Hi Wendy, you’ll be taking part in Merlynn Tong’s adaptation of Sophocles’ Antigone from early to mid October at the newly reopened Mercury Theatre. How are you feeling ahead of the run?

It’s great to be getting out on stage again after this long dark period. And I think audiences will respond to this short but powerful evening.

Antigone is a classical text drawing on themes of power, familial bonds, morality, conflict and grief, a tragedy set post a civil war which consequentially witnesses Creon take the throne. What inspired yourself to take part in the production?

You answered your own question. All of the above.   Classics are always fresh. That’s what is amazing about them. And a new version like this one adds another charge.

The show is directed by Dawn Walton OBE and stars Francesca Amewudah-Rivers, Liz Crowther, Joseph Payne and Adeola Yemitan. What has the rehearsal process involved?

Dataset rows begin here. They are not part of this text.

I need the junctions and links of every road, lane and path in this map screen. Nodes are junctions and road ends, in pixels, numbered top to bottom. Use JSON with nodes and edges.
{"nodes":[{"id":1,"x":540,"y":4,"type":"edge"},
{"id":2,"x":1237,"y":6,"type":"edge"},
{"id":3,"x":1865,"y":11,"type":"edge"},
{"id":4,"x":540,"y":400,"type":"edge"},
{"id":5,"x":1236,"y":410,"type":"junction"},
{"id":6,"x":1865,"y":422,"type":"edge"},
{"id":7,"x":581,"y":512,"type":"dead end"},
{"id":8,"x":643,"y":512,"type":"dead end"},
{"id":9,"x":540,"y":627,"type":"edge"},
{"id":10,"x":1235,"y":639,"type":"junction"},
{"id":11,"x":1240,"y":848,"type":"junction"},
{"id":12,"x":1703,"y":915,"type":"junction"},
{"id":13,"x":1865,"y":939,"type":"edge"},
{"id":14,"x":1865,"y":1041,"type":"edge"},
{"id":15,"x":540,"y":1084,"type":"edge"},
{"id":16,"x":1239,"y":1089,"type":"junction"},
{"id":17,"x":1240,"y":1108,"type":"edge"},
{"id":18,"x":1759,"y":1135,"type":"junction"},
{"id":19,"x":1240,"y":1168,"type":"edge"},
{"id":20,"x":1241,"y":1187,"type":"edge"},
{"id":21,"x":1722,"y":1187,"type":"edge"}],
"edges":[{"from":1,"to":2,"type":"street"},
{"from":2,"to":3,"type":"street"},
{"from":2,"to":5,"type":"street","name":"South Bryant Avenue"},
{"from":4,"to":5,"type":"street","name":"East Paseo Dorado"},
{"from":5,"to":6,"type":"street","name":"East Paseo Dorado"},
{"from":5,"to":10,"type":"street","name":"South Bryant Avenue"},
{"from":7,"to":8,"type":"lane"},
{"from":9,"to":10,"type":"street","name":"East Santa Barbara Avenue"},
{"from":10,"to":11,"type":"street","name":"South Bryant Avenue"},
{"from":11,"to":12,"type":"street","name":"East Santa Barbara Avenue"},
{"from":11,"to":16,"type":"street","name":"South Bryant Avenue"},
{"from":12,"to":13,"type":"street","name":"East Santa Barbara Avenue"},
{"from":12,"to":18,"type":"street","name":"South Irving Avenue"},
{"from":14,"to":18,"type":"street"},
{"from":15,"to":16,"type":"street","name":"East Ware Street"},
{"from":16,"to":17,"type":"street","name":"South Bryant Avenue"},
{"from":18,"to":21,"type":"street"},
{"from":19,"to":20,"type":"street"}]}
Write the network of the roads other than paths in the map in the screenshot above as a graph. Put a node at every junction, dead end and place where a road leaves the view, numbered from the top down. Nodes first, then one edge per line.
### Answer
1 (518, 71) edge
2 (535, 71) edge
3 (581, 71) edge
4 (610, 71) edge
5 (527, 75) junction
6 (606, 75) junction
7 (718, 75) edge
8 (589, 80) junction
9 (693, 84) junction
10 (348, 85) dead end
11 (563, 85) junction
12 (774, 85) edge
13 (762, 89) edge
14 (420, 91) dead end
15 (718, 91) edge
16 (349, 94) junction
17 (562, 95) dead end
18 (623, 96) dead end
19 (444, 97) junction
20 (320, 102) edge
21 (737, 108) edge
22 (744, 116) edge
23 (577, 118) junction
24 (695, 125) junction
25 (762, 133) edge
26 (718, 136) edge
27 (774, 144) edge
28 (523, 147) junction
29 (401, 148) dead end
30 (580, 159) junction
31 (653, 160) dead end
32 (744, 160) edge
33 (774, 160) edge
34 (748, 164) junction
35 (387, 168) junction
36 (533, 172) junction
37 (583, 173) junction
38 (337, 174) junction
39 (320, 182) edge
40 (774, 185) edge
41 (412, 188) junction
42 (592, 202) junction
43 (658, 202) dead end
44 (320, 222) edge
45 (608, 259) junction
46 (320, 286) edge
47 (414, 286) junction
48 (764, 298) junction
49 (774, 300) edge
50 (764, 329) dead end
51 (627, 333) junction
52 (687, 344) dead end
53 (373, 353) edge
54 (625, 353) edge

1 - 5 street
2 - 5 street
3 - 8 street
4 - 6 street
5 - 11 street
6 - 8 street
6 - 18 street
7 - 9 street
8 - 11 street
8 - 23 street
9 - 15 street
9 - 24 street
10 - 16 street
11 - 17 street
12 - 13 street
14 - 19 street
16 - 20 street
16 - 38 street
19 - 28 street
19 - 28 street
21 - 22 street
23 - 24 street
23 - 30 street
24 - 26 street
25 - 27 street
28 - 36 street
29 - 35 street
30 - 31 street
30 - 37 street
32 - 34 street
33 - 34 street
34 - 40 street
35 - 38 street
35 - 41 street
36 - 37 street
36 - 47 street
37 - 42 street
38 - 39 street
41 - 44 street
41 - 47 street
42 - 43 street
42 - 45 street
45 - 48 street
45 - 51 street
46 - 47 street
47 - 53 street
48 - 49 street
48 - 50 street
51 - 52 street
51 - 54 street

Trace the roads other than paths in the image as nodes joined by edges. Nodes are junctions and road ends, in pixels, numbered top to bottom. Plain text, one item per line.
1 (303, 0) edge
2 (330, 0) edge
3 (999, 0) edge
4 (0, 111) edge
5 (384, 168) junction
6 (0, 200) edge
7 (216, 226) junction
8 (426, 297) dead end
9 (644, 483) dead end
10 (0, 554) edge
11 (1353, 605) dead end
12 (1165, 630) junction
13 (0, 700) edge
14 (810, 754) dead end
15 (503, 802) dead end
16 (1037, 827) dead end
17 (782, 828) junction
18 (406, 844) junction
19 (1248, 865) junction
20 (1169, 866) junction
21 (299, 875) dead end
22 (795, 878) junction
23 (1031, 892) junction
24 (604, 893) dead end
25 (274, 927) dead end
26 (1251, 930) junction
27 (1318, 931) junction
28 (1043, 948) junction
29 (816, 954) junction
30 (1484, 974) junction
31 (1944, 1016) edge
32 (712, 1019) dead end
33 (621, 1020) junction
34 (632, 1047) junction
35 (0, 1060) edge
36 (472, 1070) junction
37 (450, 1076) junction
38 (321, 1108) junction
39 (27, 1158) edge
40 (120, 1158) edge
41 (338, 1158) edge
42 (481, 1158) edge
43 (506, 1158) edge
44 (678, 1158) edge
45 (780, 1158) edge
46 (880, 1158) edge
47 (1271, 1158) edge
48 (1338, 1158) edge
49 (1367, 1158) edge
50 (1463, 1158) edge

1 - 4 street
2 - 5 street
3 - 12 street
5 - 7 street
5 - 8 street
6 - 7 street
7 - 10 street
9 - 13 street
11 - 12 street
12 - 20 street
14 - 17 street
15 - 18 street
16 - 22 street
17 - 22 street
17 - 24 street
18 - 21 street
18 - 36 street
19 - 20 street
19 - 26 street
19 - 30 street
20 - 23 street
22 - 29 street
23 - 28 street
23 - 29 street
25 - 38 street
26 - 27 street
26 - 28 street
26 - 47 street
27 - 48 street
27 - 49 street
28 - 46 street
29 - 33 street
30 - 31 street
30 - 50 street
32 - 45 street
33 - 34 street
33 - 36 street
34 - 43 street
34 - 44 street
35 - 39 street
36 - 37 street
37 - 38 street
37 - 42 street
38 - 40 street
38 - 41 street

It’s a really focused rehearsal room — the small cast and strong text is really concentrating our energy.

What have you learned/taken away from the creative process?

That we’re always learning. There are as many working styles as there are productions and each one teaches us something new about the work and about ourselves.

What can audiences expect from the production?

To be drawn in, to be put in a position of considering real choices for real people. It’s going to be a wonderful jolt out of our enforced time in separate rooms.

What would you like for audiences to take away?

That their local theatre can be illuminating and personal at the same time. That The Mercury is back with a vengeance — literally!

Questions by Lucy Basaba.

Wendy Kweh will star in Antigone, showing at the Mercury Theatre from Friday 1st until Saturday 16th October. To find out more about the production, visit here…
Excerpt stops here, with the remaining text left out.